Turning round, we observed the natives still looking at us, as if waiting
for a last bid.

"Three bottles," said the New Norfolk man, holding up three fingers.
"Three big bottles of rum."

We were turning round to continue our way, when the black negotiator,
concluding that he had now arrived at the limit of the reward, called
out--

"Tree bottle--good!"

We stood still upon this; and presently four or five of the men joined
us. A consultation now took place between them, and after some
considering, the chief pushed forward a young slim native. "Good," said
he; "find sheep."

The farmer not approving of this substitution, shook his head.
"Pickaninny not good to find sheep. You," pointing to the chief, "you go."

"No go--gins!"

"Ah," said my friend; "he says he can't leave his gins. Well, I suppose
we must take the young one. Come."

The young native immediately stepped forward. He was completely naked.
The weather, to be sure, was very warm. His hair was woolly and frizzled;
his limbs clean and straight; but his whole body was very slender, with
the exception of that portion of his person which served as a receptacle
for the opossums and gum-balls with which he had recently regaled
himself. I could not help remarking on its extraordinary protuberance.

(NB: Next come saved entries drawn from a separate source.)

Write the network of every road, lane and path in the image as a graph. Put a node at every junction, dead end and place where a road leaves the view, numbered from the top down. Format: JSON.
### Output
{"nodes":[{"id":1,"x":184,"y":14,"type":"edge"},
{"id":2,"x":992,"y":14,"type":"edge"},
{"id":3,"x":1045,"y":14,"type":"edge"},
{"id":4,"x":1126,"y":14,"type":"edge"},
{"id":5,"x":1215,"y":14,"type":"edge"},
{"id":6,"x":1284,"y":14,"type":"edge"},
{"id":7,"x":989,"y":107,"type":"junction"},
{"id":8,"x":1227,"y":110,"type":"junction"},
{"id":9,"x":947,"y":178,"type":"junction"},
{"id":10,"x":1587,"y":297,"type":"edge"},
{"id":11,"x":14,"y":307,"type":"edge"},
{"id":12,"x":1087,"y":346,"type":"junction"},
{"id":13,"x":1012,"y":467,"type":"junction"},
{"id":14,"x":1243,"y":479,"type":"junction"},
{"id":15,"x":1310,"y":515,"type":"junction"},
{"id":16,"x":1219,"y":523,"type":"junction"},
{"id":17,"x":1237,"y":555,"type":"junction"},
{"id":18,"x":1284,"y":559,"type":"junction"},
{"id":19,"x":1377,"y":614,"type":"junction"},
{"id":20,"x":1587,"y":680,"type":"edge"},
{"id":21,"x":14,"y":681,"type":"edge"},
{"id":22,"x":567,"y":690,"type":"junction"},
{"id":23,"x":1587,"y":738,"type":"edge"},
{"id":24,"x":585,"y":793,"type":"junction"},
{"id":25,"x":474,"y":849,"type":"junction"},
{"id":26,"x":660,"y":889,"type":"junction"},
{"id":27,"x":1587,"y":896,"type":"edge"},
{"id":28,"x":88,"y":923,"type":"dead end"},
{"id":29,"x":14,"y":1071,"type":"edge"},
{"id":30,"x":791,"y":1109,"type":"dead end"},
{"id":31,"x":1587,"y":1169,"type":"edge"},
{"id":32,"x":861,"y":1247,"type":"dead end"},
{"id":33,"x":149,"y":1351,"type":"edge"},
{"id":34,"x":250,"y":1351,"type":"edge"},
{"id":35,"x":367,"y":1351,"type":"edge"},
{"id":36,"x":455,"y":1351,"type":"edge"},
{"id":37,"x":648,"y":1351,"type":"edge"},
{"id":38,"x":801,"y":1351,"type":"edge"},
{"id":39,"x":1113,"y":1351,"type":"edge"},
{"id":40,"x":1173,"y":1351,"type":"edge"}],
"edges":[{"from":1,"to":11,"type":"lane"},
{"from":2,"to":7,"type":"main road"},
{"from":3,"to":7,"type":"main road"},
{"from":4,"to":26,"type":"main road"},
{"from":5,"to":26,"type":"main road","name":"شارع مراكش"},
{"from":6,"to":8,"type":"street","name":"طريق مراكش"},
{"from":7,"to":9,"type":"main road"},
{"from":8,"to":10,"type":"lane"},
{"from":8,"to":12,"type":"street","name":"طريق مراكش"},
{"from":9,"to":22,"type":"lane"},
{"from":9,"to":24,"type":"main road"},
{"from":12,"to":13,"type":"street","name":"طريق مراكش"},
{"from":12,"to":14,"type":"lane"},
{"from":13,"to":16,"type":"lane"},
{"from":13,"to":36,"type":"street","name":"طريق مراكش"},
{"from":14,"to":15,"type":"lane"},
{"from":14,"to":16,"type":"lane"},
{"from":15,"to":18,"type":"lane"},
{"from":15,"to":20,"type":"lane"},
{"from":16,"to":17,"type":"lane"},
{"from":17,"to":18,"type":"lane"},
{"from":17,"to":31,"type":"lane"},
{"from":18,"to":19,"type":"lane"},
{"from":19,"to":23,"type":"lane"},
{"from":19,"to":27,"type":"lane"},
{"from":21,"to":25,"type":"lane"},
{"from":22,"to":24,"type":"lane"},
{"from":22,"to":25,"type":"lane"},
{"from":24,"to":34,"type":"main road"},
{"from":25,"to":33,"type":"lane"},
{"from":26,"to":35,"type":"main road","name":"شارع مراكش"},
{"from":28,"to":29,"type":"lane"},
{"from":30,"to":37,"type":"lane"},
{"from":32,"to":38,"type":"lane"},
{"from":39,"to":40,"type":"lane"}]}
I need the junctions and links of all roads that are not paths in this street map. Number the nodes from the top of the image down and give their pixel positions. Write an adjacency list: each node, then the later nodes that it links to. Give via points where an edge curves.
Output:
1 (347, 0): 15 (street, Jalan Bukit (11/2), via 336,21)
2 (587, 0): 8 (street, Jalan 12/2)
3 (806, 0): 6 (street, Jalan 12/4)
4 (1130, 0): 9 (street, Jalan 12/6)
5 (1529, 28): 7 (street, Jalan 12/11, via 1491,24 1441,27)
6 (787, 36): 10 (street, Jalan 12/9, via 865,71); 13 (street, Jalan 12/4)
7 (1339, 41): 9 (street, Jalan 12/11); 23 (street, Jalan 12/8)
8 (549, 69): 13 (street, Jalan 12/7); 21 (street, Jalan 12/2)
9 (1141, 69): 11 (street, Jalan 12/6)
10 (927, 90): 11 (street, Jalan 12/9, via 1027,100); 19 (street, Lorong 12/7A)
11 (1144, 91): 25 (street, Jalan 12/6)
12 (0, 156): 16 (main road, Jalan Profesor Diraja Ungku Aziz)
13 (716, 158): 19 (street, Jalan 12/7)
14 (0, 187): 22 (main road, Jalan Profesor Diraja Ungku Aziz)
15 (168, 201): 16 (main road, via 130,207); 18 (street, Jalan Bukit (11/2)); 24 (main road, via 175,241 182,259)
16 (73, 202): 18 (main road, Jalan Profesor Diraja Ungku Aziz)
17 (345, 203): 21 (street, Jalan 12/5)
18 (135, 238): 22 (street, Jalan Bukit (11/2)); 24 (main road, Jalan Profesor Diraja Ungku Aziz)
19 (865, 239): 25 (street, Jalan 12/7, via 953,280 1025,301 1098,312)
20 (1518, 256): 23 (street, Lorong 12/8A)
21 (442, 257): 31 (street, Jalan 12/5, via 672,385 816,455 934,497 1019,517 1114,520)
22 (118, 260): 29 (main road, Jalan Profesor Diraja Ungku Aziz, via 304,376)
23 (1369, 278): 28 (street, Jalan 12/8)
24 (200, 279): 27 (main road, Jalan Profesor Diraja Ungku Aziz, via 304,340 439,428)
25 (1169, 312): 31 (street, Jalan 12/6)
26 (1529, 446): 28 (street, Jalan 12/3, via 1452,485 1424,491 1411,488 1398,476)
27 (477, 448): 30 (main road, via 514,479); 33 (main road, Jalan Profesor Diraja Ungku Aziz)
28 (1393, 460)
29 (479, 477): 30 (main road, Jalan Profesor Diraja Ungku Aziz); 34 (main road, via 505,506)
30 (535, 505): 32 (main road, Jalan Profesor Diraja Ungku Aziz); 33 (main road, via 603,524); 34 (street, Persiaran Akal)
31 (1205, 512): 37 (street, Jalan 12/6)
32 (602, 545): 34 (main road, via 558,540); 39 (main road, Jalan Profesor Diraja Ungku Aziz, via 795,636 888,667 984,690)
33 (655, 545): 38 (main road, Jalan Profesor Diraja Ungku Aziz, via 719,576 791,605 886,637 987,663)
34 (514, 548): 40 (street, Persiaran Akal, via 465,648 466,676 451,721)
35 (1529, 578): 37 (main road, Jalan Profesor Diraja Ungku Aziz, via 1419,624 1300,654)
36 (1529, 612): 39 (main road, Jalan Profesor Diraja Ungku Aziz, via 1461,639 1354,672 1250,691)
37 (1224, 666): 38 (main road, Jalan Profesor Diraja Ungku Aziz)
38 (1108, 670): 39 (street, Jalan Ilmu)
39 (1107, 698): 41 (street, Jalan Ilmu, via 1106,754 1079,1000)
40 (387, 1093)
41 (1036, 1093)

"These chaps are made to carry a good lot of provender," said I.

"They do eat enormously," said my companion. "Perhaps it is, that, as
their food is very precarious, they think it prudent to lay in a good
stock when they can get it; and so it swells 'em out a bit. But which way
is the fellow taking us? Why, he's going back again. Ah! I see he's going
back for the first track. Well, he knows what he's about; that's some
encouragement. Look--he's going to speak. No; he can't do that. But I
understand him; he wants to know where the sheep were driven from. Let me
see--where are we? Oh! there lies the farm, over that little hill.
There," said he, speaking to the native--"sheep there"--and, throwing his
arm away from it--"gone?"

The native considered a few moments, and then, without any attempt to
make his intention understood, led the way over a low hill that was to
our left.

"This will bring us near the place where we appointed to meet the
shepherd and your friend," said the New Norfolk man; "they will be
wondering what has become of us."

While he was speaking, we heard a distant sound, as of some one
hallooing, but with a cadence that was strange to me. The peculiar mode
of the country--whether hit on by accident or scientifically designed, I
know not--of throwing the voice to a distance in the bush, was new to me;
but I could make out the sounds easily enough. "Coo-oo-ee!"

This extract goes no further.